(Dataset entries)

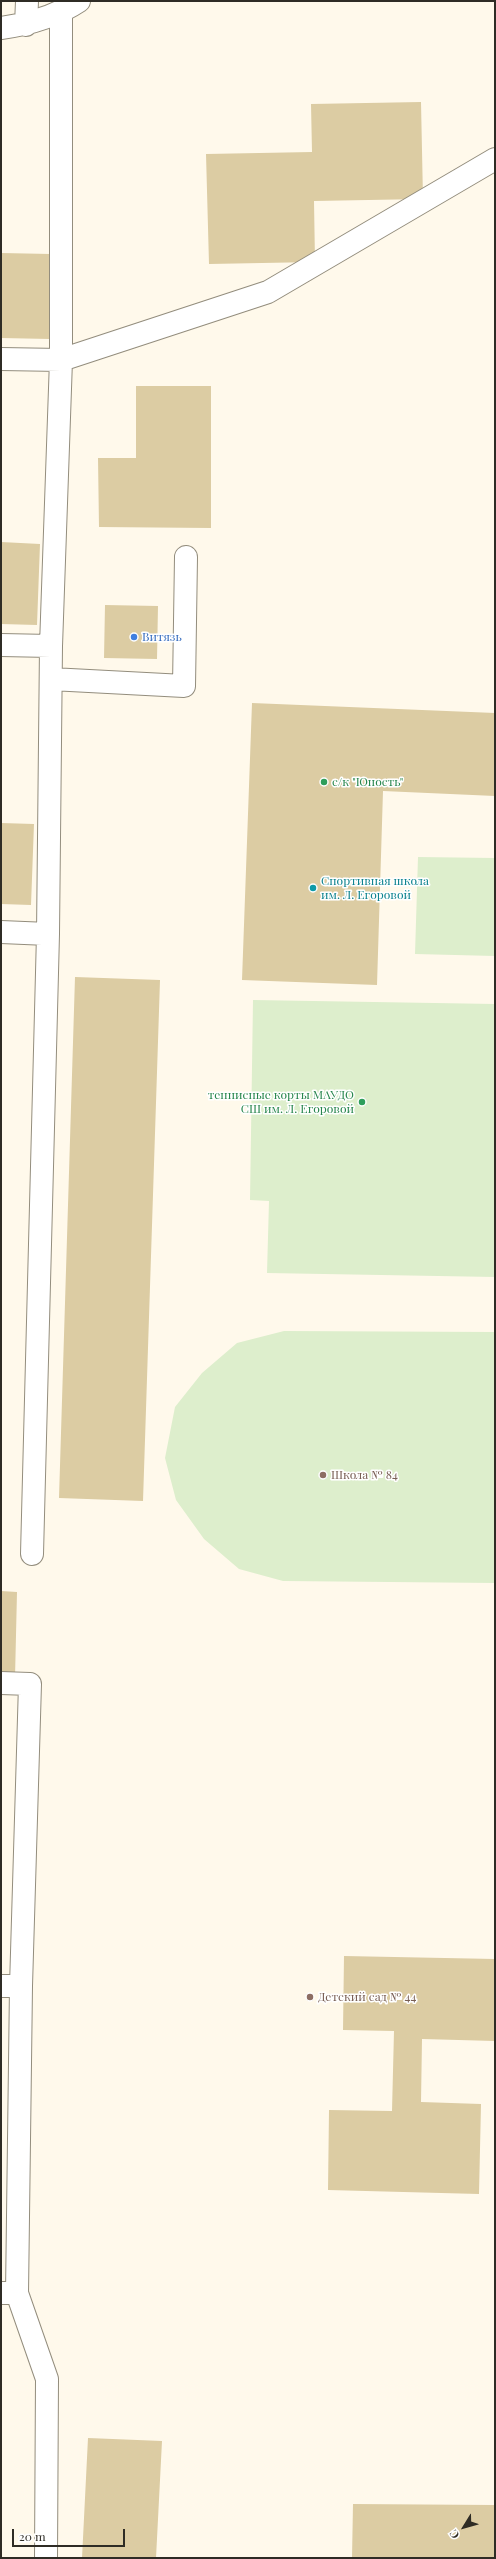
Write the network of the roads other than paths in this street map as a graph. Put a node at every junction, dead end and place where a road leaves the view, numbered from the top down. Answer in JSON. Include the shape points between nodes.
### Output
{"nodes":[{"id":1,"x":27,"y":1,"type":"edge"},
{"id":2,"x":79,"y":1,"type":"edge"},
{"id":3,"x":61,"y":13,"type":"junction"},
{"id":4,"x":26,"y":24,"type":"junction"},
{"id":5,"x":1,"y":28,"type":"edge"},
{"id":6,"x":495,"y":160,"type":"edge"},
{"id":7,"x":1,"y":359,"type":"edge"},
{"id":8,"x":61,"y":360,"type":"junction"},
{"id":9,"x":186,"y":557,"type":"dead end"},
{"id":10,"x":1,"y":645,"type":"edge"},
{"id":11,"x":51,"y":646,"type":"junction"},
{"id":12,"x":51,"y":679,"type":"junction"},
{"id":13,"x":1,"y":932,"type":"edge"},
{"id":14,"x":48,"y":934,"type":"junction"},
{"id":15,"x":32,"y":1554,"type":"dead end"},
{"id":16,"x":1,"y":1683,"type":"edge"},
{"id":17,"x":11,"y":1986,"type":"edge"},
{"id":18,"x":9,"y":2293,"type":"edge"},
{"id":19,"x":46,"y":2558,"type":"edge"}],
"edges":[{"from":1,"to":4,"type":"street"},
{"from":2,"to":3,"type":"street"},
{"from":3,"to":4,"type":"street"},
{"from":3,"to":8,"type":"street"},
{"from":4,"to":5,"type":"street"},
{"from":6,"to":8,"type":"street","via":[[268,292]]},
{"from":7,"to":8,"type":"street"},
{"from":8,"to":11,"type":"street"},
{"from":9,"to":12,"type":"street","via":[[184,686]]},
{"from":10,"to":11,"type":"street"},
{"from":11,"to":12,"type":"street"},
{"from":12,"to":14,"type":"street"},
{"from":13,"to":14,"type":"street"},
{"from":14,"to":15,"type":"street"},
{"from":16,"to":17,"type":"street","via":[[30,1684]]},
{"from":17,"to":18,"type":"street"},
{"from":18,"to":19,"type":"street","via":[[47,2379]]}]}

__INSTRUCTIONS FOR THE TASK__: Without the pictures, give all of the entries above again exactly.

__PROBLEM SOLUTION__:
Write the network of the roads other than paths in this street map as a graph. Put a node at every junction, dead end and place where a road leaves the view, numbered from the top down. Answer in JSON. Include the shape points between nodes.
### Output
{"nodes":[{"id":1,"x":27,"y":1,"type":"edge"},
{"id":2,"x":79,"y":1,"type":"edge"},
{"id":3,"x":61,"y":13,"type":"junction"},
{"id":4,"x":26,"y":24,"type":"junction"},
{"id":5,"x":1,"y":28,"type":"edge"},
{"id":6,"x":495,"y":160,"type":"edge"},
{"id":7,"x":1,"y":359,"type":"edge"},
{"id":8,"x":61,"y":360,"type":"junction"},
{"id":9,"x":186,"y":557,"type":"dead end"},
{"id":10,"x":1,"y":645,"type":"edge"},
{"id":11,"x":51,"y":646,"type":"junction"},
{"id":12,"x":51,"y":679,"type":"junction"},
{"id":13,"x":1,"y":932,"type":"edge"},
{"id":14,"x":48,"y":934,"type":"junction"},
{"id":15,"x":32,"y":1554,"type":"dead end"},
{"id":16,"x":1,"y":1683,"type":"edge"},
{"id":17,"x":11,"y":1986,"type":"edge"},
{"id":18,"x":9,"y":2293,"type":"edge"},
{"id":19,"x":46,"y":2558,"type":"edge"}],
"edges":[{"from":1,"to":4,"type":"street"},
{"from":2,"to":3,"type":"street"},
{"from":3,"to":4,"type":"street"},
{"from":3,"to":8,"type":"street"},
{"from":4,"to":5,"type":"street"},
{"from":6,"to":8,"type":"street","via":[[268,292]]},
{"from":7,"to":8,"type":"street"},
{"from":8,"to":11,"type":"street"},
{"from":9,"to":12,"type":"street","via":[[184,686]]},
{"from":10,"to":11,"type":"street"},
{"from":11,"to":12,"type":"street"},
{"from":12,"to":14,"type":"street"},
{"from":13,"to":14,"type":"street"},
{"from":14,"to":15,"type":"street"},
{"from":16,"to":17,"type":"street","via":[[30,1684]]},
{"from":17,"to":18,"type":"street"},
{"from":18,"to":19,"type":"street","via":[[47,2379]]}]}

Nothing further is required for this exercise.